If I’m a marketer today, my core question is simple: How do I tie a durable identity structure to constantly evolving consumer signals, and feed that intelligence into the right places at the right time? Especially as I start interacting with AI buying agents that will make decisions on my behalf. If the signals those systems receive are noisy, incomplete, or misaligned with my brand, I lose control fast.
Identity has to be the foundation
That’s where identity stops being a background capability and becomes foundational. Without a strong, continuously refreshed identity framework, everything downstream breaks. Planning becomes guesswork. Activation becomes inefficient. Measurement becomes misleading. I see too many brands treating identity as a one-time project. Build a graph. Do some householding. Declare victory. But people change. Households change. Signals multiply. Identity has to evolve just as fast.
One of the biggest misconceptions I walked into was how narrowly Experian is often viewed. Many marketers still think of us as a place to buy attributes. Full stop. What I see now is a connected system that supports the full marketing lifecycle:
- Audience creation
- Activation
- Curation
- Optimization
- Measurement
All grounded in identity and executed in a way that’s measurable and privacy-forward.
Audigent + Experian’s data marketplace. This is where things click.
This becomes even more powerful when you layer in Audigent.
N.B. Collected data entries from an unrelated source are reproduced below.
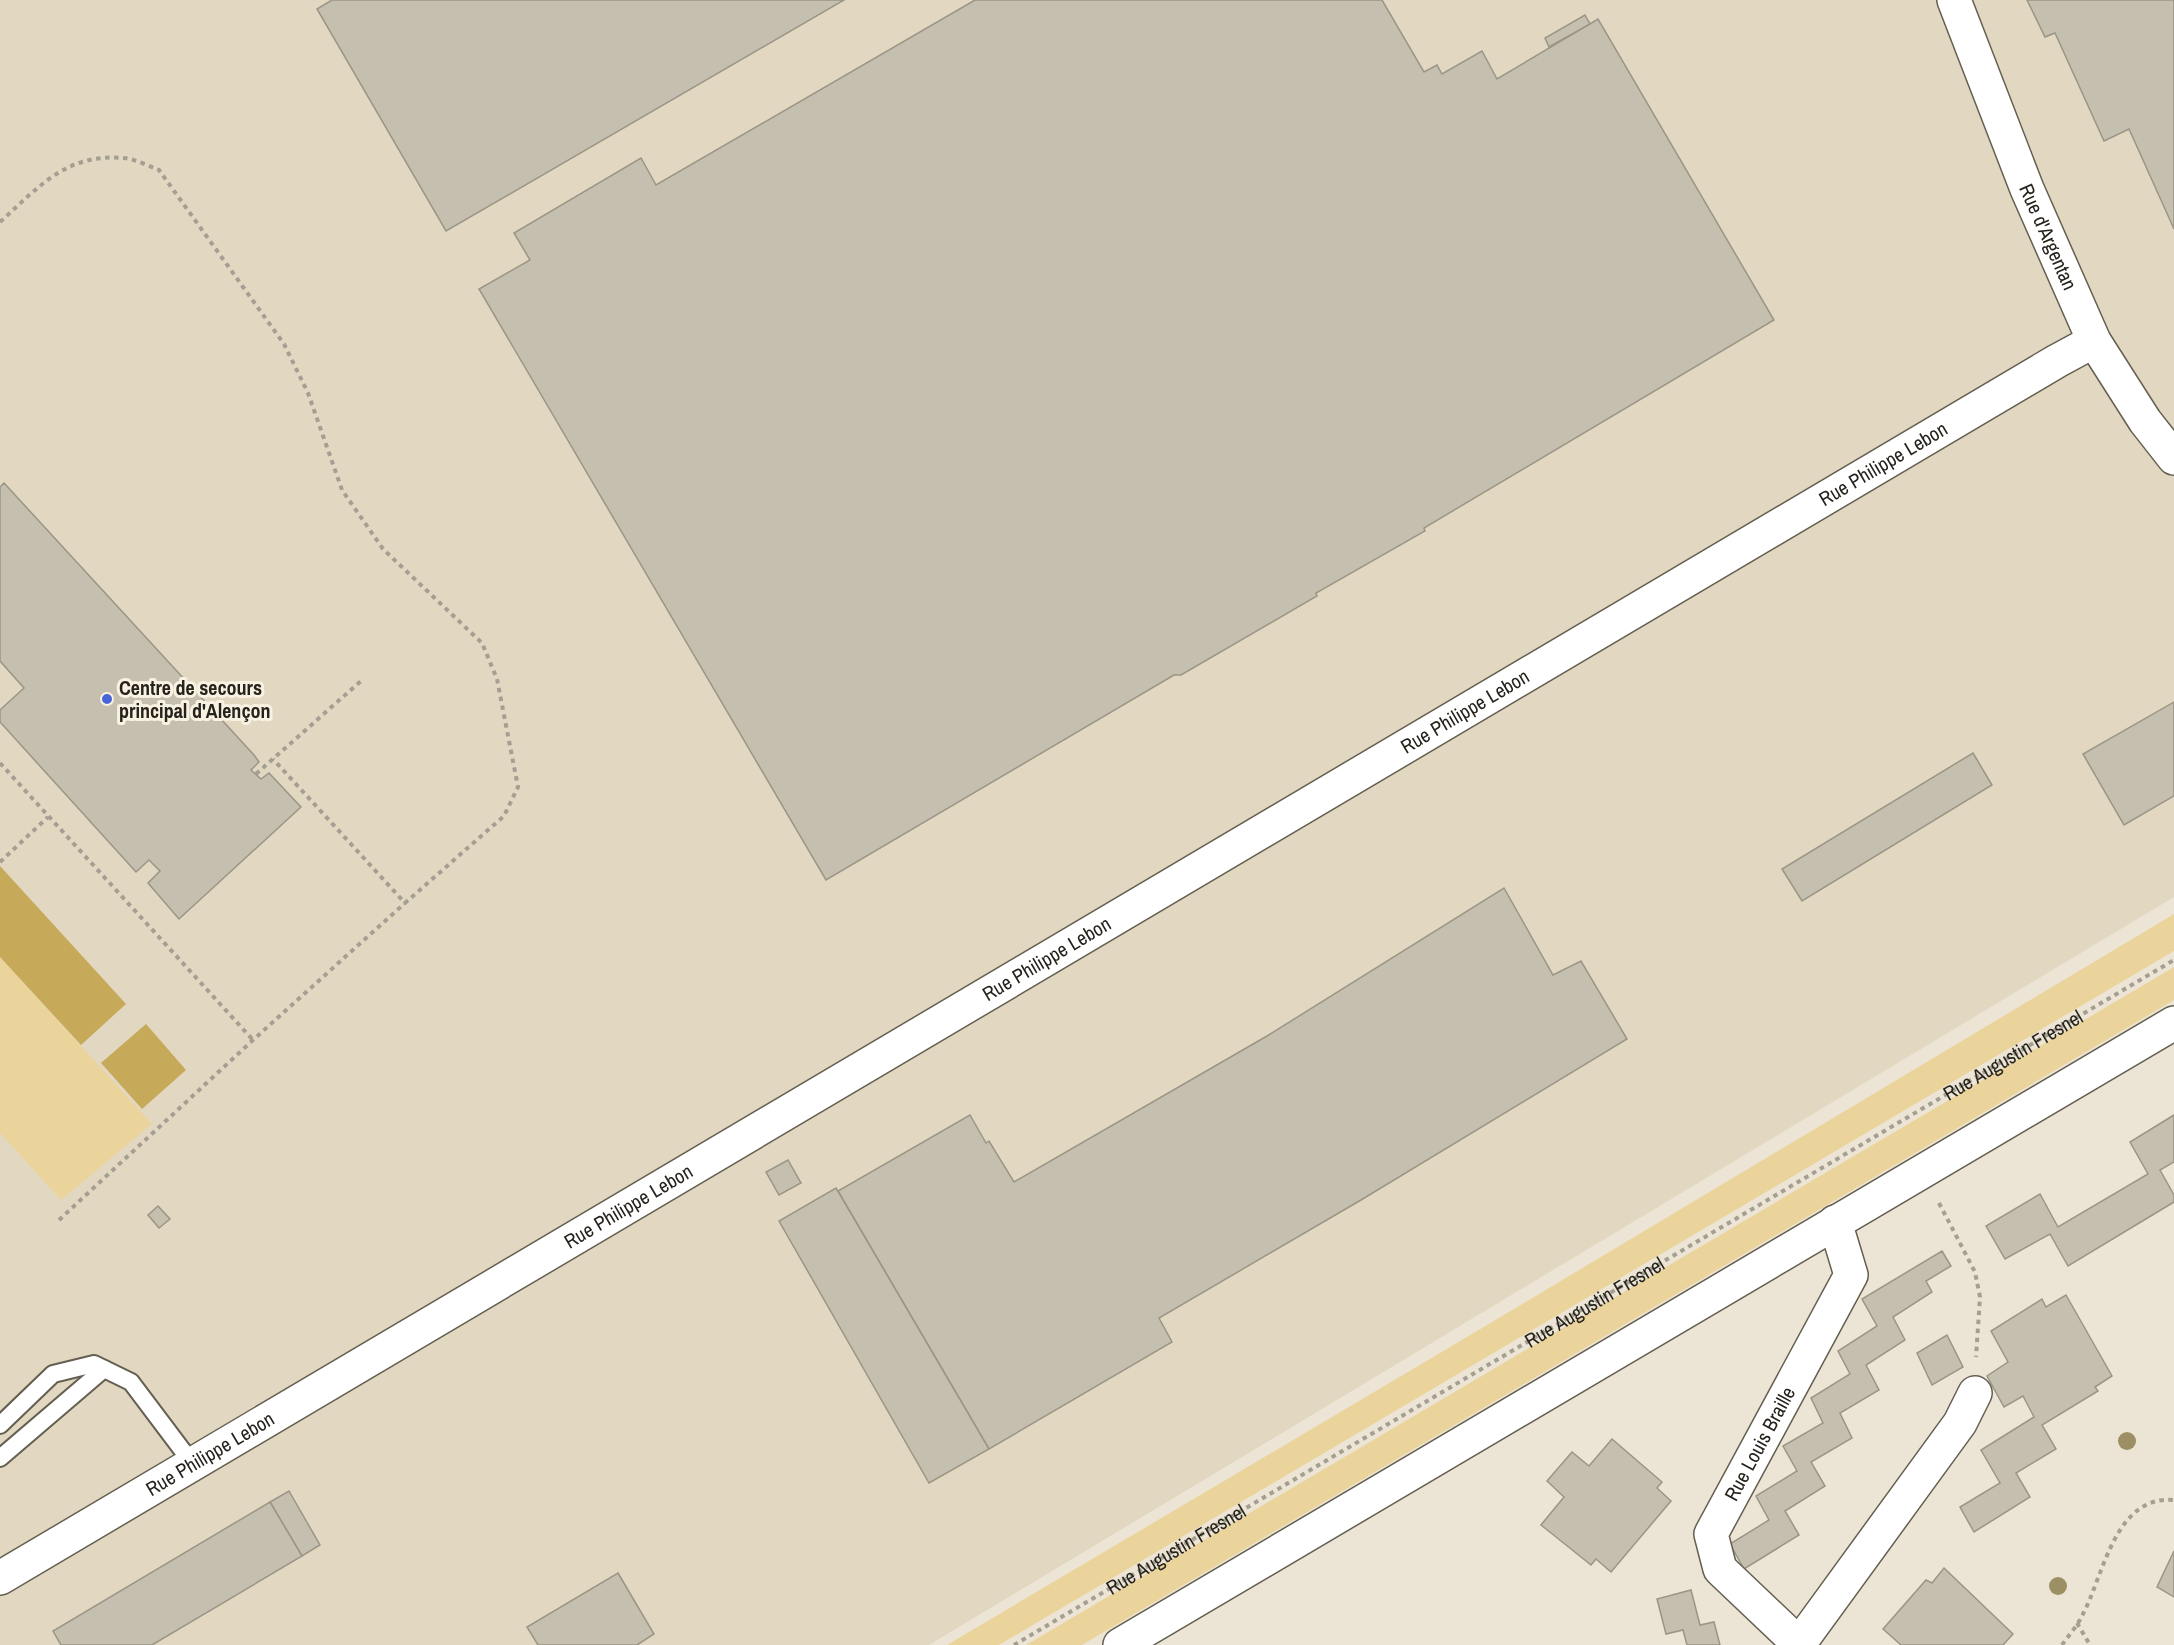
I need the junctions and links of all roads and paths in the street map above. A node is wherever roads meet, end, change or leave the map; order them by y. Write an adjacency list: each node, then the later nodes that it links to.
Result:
1 (1954, 0): 3 (street, Rue d'Argentan)
2 (0, 222): 11 (path)
3 (2094, 341): 4 (street, Rue d'Argentan); 22 (street, Rue Philippe Lebon)
4 (2174, 459)
5 (362, 680): 6 (path)
6 (273, 759): 8 (path); 11 (path)
7 (0, 764): 9 (path)
8 (256, 774)
9 (48, 817): 10 (path); 14 (path)
10 (0, 862)
11 (405, 903): 14 (path)
12 (2174, 960): 26 (path, Rue Augustin Fresnel)
13 (2174, 1023): 15 (street)
14 (253, 1040): 16 (path)
15 (1922, 1170): 17 (street); 19 (path)
16 (59, 1220)
17 (1835, 1222): 27 (street); 28 (street, Rue Louis Braille)
18 (104, 1369): 20 (lane); 21 (lane); 22 (lane)
19 (1975, 1393): 28 (street)
20 (0, 1425)
21 (0, 1458)
22 (192, 1463): 24 (street, Rue Philippe Lebon)
23 (2174, 1500): 25 (path)
24 (0, 1578)
25 (2077, 1623): 29 (path); 30 (path)
26 (1014, 1645)
27 (1120, 1645)
28 (1799, 1645)
29 (2062, 1645)
30 (2090, 1645)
Audigent was foundational in defining curation, the idea that it’s not just about having data or inventory, but about intentionally pairing the right audience signals with the right supply to drive outcomes. When you combine Audigent’s curation expertise with Experian’s identity, data, and marketplace capabilities, something meaningful happens.
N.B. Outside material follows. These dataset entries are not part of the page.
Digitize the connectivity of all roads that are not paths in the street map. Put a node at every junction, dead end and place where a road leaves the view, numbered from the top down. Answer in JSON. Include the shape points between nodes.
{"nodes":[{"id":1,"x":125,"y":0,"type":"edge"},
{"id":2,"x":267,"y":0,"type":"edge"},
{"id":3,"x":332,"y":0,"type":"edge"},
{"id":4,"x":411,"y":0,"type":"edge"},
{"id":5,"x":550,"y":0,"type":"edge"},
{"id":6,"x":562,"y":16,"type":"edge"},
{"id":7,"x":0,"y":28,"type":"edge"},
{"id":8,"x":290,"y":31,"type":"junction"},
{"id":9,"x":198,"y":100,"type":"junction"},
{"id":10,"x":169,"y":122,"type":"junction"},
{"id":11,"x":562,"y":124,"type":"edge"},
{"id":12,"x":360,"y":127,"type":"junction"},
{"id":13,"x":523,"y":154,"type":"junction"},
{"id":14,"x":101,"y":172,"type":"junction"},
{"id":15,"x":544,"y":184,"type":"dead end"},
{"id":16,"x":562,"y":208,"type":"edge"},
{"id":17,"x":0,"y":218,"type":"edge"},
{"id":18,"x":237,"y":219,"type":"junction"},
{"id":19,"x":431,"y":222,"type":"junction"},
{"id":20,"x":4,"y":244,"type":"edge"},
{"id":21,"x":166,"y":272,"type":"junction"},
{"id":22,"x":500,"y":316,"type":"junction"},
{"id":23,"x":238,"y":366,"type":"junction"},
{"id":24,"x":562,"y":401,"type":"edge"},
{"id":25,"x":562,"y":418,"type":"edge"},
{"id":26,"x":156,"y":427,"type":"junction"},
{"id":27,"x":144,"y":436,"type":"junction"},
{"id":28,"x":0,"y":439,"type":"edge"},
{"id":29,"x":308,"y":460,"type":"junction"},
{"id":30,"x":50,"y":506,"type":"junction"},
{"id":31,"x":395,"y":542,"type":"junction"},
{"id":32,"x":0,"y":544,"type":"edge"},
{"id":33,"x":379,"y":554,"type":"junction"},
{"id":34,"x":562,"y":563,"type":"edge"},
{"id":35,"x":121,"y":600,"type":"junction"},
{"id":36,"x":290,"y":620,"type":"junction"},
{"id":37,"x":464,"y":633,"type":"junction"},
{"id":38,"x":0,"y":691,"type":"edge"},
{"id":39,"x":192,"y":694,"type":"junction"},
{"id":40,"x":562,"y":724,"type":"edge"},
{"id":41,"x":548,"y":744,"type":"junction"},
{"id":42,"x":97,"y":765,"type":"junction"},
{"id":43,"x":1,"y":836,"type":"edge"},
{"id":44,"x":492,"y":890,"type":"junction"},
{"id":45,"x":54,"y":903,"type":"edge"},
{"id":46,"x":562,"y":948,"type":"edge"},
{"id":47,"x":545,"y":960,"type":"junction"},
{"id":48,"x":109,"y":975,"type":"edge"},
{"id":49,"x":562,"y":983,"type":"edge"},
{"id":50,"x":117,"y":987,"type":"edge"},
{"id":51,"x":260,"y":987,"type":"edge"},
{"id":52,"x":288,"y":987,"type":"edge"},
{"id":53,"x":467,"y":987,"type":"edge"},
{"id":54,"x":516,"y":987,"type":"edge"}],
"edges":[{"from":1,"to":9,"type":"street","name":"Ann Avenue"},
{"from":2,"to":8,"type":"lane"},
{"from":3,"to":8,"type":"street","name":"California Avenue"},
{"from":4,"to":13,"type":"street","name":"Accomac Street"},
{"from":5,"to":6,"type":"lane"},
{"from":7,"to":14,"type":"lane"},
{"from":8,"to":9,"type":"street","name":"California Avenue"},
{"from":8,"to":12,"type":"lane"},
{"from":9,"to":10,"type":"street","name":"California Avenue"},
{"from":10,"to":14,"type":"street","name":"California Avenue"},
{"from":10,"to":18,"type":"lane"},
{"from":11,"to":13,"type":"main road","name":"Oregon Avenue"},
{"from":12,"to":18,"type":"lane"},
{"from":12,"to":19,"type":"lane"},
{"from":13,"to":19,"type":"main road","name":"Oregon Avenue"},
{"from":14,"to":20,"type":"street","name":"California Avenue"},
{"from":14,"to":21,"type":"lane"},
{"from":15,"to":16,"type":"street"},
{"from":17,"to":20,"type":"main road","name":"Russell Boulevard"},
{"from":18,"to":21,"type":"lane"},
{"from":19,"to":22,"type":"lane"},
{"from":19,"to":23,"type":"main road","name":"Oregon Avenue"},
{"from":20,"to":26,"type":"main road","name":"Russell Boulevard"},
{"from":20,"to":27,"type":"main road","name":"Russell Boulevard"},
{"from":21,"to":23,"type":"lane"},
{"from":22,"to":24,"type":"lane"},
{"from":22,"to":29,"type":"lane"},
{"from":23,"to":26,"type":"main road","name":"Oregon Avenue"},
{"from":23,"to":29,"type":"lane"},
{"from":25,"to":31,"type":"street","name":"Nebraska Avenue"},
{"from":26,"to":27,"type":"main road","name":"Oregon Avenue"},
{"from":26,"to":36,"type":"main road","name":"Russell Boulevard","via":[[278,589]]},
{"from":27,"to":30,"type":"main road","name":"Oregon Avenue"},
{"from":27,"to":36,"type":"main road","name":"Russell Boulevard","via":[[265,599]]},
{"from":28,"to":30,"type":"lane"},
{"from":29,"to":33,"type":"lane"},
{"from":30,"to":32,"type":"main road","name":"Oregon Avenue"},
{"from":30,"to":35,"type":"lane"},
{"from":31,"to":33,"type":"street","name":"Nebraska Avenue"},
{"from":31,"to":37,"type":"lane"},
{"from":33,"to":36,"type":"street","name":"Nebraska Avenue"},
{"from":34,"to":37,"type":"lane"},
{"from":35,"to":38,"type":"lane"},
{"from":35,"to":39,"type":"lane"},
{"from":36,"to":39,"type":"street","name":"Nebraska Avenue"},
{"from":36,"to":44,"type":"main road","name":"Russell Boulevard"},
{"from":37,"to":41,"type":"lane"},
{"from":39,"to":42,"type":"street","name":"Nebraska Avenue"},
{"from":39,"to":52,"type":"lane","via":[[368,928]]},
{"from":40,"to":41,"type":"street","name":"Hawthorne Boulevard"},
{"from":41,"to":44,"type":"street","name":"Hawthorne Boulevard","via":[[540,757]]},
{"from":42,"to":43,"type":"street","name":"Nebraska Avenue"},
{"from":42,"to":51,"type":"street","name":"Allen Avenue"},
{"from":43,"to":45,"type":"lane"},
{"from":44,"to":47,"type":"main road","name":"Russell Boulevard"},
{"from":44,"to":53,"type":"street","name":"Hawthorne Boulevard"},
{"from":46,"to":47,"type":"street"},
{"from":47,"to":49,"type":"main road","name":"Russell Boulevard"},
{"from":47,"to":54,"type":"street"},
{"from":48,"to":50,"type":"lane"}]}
That same philosophy extends directly into our data marketplace. It’s not just about accessing unique data sets. It’s about safely combining Experian data with partner data, or even multiple partner data sets together, to create audiences that simply don’t exist anywhere else. Then tying those audiences to real-world exposure and conversion across online and offline environments.
This matters across industries, but especially in two places:
- Regulated verticals like healthcare and financial services, where accuracy and privacy are non-negotiable.
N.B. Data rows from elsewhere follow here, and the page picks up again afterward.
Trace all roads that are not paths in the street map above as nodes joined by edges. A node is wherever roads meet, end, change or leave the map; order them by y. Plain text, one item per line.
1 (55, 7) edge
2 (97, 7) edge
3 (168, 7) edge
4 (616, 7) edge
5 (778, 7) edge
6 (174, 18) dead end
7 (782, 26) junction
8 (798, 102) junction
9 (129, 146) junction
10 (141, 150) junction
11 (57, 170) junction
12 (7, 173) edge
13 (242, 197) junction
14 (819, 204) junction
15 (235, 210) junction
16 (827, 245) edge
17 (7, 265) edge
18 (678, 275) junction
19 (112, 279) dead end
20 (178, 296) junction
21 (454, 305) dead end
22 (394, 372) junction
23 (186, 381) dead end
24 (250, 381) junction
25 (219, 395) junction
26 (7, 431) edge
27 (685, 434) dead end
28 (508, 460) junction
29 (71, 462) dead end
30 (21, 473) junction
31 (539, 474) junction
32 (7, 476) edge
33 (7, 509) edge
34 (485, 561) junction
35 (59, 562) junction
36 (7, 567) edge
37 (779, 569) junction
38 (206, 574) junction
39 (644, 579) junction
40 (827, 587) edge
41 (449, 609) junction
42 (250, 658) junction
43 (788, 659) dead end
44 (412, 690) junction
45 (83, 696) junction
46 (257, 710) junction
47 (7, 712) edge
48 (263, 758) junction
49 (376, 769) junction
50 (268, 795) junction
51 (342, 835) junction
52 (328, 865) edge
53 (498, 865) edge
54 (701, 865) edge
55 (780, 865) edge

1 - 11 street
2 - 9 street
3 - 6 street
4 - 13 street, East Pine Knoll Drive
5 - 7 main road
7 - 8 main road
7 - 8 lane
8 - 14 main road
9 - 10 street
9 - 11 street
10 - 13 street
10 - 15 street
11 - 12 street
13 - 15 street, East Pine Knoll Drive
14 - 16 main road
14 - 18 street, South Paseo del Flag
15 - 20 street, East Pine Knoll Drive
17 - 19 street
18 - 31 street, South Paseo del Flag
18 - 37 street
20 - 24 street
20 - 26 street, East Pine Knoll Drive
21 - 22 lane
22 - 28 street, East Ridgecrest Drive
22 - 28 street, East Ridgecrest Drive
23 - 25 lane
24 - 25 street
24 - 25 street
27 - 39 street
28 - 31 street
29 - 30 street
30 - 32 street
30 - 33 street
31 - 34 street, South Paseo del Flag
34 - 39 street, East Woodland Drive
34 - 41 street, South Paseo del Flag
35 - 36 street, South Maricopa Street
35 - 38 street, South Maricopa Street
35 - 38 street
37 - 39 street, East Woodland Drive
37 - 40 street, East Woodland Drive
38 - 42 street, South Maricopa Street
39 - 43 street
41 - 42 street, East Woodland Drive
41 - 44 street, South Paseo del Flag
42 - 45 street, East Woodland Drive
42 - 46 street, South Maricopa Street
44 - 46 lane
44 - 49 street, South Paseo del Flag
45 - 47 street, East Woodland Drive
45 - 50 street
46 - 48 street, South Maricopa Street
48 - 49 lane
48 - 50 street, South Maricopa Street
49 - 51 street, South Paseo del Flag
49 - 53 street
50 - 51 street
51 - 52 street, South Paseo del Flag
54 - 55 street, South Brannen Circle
- Industries sitting on valuable first-party data like retail, travel, and automotive.
No single company has all the signals they need. The opportunity is in collaboration. Partnering data in a trusted environment to create better outcomes and, in many cases, entirely new revenue streams.
Looking ahead
As AI continues to reshape how media is planned and bought, signals will become the currency. Not just any signals. The right ones. Curated, contextual, and connected to identity in a way that reflects real consumer behavior. Marketers who win will be the ones who control that signal flow, rather than reacting to it.
After one month, what excites me most is that Experian is built for this moment. Years of investment in identity. A data marketplace designed for collaboration. And teams who understand that our job is not just to help marketers reach people, but to help them do it responsibly, efficiently, and in a way that actually drives outcomes.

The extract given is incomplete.